What is a normal fps for streaming video on pi 2?

I’ve been searching for two days for some idea of whether this is even a problem to be solved. Before the Aug upgrade I was getting about 10-12 on my rpi2 with most streaming media oin kodi. I had a modest oc to 1ghz and had tried a wide variety of settings including an advancedsettings.xml. what the settings were isn’t so important since they didn’t make any difference. After the update to Isengard I’m getting under 7 fps.

I’m using Big Buck Bunny as my source, though it doesn’t seem to matter. Even media on a usb drive gave the same playback. I have not purchased the mpeg2 or vx-1 codecs though i’m not playing anything that requires them.

I thought perhaps I had made some changes that caused this so I reloaded osmc and booted fresh. No change.

Perhaps this is normal for the pi. I have a cheap m8s box which has a frustratingly laggy GUI (far outperformed by the pi 2) but it can render the same video at about 24 fps and it looks noticeably better (it’s still running Helix, haven’t figured how to update that one yet). It hasn’t mattered whether they have been connected via Ethernet cable or wifi.

I’d like to think there is something I can do because the pi 2 is reputed to be much better than this box. I’m beginning to wonder…

Here’s hoping…

fps for the GUI isn’t a real concern. that jumps all over the place.
Thanks for getting back so quick.

So where are you reading FPS from? Sam is saying that reading the FPS from the GUI overlay is not accurate.

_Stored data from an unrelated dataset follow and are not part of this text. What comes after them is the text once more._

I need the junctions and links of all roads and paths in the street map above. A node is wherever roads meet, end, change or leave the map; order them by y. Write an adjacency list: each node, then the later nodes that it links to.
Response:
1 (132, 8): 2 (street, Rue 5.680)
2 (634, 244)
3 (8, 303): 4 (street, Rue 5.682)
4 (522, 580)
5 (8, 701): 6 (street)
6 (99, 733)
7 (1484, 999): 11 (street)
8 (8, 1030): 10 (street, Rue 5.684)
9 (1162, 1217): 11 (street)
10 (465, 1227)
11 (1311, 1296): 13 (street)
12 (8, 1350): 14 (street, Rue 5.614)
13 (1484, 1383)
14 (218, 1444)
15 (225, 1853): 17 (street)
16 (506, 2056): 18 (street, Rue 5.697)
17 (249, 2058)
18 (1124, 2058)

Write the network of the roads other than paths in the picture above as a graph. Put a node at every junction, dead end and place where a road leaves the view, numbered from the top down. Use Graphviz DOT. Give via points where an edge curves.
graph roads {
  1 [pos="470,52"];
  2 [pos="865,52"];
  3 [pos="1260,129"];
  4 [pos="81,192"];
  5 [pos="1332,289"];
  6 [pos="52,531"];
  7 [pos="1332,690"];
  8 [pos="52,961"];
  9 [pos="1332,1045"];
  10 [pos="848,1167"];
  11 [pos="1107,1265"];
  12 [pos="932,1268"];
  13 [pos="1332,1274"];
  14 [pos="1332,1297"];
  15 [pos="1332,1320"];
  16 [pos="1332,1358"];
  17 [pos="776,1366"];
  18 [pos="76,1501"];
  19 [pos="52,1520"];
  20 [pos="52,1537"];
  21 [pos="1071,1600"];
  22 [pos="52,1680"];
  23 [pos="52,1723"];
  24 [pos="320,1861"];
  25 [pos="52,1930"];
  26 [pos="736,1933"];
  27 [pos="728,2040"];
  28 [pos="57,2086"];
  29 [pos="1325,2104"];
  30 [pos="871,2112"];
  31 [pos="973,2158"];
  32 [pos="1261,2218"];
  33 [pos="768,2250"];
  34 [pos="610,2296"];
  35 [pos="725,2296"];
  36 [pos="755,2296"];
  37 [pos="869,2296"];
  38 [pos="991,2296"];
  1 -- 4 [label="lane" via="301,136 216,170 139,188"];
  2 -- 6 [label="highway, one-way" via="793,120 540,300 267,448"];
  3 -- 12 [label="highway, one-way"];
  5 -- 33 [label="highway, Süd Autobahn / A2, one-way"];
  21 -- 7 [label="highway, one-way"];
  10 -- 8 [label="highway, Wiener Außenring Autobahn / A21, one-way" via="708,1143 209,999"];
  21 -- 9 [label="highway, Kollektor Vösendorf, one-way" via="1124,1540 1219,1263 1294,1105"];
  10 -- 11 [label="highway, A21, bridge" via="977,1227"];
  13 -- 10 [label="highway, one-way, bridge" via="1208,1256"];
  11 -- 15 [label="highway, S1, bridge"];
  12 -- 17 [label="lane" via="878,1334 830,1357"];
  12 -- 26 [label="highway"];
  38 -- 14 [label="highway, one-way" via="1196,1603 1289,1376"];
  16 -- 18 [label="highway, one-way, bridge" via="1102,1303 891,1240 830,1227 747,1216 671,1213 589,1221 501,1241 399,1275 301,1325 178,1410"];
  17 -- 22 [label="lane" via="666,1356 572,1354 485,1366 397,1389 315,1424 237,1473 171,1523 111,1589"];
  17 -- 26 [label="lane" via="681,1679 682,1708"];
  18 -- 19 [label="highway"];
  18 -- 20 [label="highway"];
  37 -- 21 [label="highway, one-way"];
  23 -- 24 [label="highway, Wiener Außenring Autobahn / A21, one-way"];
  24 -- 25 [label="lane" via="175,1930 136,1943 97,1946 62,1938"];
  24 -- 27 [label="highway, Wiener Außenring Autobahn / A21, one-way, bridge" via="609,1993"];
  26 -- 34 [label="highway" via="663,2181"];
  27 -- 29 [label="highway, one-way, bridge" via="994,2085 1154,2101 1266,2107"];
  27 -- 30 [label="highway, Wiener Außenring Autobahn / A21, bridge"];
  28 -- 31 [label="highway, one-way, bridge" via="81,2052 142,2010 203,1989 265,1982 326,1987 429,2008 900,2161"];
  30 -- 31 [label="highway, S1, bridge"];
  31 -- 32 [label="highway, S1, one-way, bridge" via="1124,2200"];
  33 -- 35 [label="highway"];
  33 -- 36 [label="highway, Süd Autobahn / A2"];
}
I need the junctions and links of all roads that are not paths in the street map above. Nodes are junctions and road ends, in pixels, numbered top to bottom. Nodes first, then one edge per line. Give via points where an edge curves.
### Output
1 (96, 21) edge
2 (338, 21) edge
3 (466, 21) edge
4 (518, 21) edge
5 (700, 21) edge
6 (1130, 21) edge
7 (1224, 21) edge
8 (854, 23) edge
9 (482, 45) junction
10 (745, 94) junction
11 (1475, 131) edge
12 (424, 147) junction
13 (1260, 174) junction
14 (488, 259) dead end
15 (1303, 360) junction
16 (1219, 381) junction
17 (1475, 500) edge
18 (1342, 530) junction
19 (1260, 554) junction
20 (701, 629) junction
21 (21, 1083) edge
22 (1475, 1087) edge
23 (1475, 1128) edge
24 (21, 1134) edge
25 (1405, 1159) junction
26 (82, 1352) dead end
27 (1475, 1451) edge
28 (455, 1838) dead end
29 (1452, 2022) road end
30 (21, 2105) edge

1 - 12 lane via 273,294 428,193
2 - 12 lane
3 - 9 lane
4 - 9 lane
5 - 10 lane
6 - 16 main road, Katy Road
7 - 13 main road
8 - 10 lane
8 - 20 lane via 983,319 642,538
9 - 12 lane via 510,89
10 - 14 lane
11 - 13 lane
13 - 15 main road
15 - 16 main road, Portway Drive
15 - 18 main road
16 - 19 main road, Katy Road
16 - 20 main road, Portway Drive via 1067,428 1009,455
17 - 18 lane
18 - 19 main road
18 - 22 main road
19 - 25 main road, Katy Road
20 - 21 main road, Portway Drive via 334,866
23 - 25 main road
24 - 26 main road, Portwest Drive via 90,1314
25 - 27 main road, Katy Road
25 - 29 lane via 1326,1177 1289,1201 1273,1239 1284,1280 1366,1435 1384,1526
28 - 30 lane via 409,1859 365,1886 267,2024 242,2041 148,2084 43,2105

Thanks, I didn’t put that together. it’s from the overlay, though the same overlay is telling me 24ish from the android box. Helix vs Isengard and tha’t’s not osmc either. Any reasonable way to determine a real fps on a pi 2?

The FPS will be either the same as the GUI, or if you have Adjust refresh rate on, it will be the same frame rate as the video.

More FPS != better. What you really want is a good pulldown or a 1.1 mapping of frame rate of the source file to the actual display’s refresh rate.

Hope this clears things up

Sam

The fps number displayed in debug overlay is just for the GUI and doesn’t indicate the video framerate.

If the are no changes to a frame then update is skipped, so it is often less than the display frame rate.

When playing video we cap the GUI update rate to 10 fps to keep CPU down. You can disable this in video/acceleration settings.